Why coronavirus predictions might miss the mark

This is the third article in a series looking at the coronavirus pandemic in Malta from an actuarial perspective. Actuaries deal with the management of risk and uncertainty. The first article introduced the potential use of Markov Chains, while the second applied development factors.

The last article looked at a projected total number of COVID-19 cases in Malta should these follow growth patterns in China, Italy, Spain, Singapore or a constant 25.6% rate of growth.

By the end of March, there were 169 confirmed COVID-19 cases in Malta, which was far lower than any of the five predictions (the lowest was Singapore at 187 expected cases). As of April 7, Malta had 293 confirmed cases compared to a prediction of 258 cases if we were to follow Singapore’s growth pattern.

Here I explain why these predictions, and others, will be incorrect at this stage and why asking the question "when will the peak be?" is a bit of a silly question to ask.

Random fluctuations

Since no outcome is certain, there are bound to be some fluctuations in the daily number of cases.

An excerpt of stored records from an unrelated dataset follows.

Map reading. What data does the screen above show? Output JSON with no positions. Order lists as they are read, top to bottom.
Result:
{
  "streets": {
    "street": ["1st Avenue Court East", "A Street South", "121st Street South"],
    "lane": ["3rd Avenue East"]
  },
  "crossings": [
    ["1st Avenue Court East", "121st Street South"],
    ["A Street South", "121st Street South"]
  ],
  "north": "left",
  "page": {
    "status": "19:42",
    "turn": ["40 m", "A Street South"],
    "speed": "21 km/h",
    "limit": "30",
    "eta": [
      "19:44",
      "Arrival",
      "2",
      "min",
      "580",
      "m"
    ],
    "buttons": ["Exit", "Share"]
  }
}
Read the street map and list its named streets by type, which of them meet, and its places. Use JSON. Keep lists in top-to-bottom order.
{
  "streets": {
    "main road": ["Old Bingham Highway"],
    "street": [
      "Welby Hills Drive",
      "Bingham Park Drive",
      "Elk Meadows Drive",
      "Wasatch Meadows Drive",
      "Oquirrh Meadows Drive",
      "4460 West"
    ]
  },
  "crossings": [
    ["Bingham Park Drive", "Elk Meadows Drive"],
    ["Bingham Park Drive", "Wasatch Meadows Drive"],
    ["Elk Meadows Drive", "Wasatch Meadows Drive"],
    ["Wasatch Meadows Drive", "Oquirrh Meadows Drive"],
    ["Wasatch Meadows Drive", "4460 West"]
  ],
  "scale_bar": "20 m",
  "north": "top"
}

For example, a simple prediction method we could use is that the number of confirmed cases tomorrow is equal to the average over the past five days. That means that on Thursday, April 9, we should expect 19.4 cases. However, it would be very reasonable to expect between 5 to 20.

In reality, that number can fluctuate a fair bit due to the natural randomness. The variability is very high, as we have seen anything from 6 to 52 cases per day over the past five days. Actuaries call this ‘process error.’

External Factors

Any random fluctuations are bound to be affected by external factors. Lock-downs, wearing masks, closing schools and other such measures should all affect the growth rate of the pandemic at a varying rate of success. Even the weather could have an effect - either directly (as there might be evidence of less COVID-19 spread in high temperature and high humidity) or indirectly, as many may decide to go for a picnic if the weather is beautiful and thus increase contagion.

Model Error

Pandemics tend to spread exponentially at first and then their rate of growth calms down, at which point the peak would have been reached. In most cases, an equation or model is developed to explain and predict the number of future cases.

The problem is that the wrong model or equation might be used. Take the example of predicting the next day’s number of cases by taking an average from the previous five days - are we sure this is a good model? Maybe we should use a proportion of growth? What if we just randomly select a number instead? All of these are models.

The majority of models being applied assume a peak at some point. But there may be a possible second wave. Singapore's number of cases in its first 20 days of the pandemic would have probably projected a total of fewer than 500 cases by now if using a logistic function. Yet there are now over a thousand confirmed cases to date.

Many experts tend to get over-excited by fitting a model to the data without explaining (or understanding) its limitations. Anyone who is interested in reading a deeper discussion of this can look for discussions on Ersatz Models.

Calibration / Parameter Error

Even if we choose the correct model, many models require some sort of calibration - a parameter. For example, if we assume a percentile growth, we need to calculate that percentile. Should we use all days, or the percentile growth over just the past few days? Or maybe we should benchmark this percentage by experience in another country?

In any case, we should test how final predictions fluctuate if those parameters are changed - that is, how sensitive the model output is to small calibrations. My earlier predictions all gave a best-estimate range, as I was not certain of the parameters used within the models. For example on March 19, I predicted 138 COVID-19 cases by March 23, but with a best estimate range of 93 to 208 cases.

The best-estimate ranges produced tended to be wider at the pessimistic range (208 is 70 more cases than 138 when compared to 93, which is 45 fewer cases). This is due to the skewness of the expected parameters and partially because the down-side risk is higher than up-side risk (in simple words, there is more likelihood of things getting worse than better). The actual number of cumulative cases on the day was of 107.

Conclusion

Does all this mean that we cannot use models to predict COVID-19 cases in Malta? No, it does not mean that we cannot use models. However, it means that we need to appreciate their limitations and how they help us to explain different projections.

The role of the actuary, or any expert, is not simply to fit a model but to explain the deviation of real-life from that model and how to deal with it.

Dominic Cortis is an actuary and lecturer at the University of Malta's department of insurance.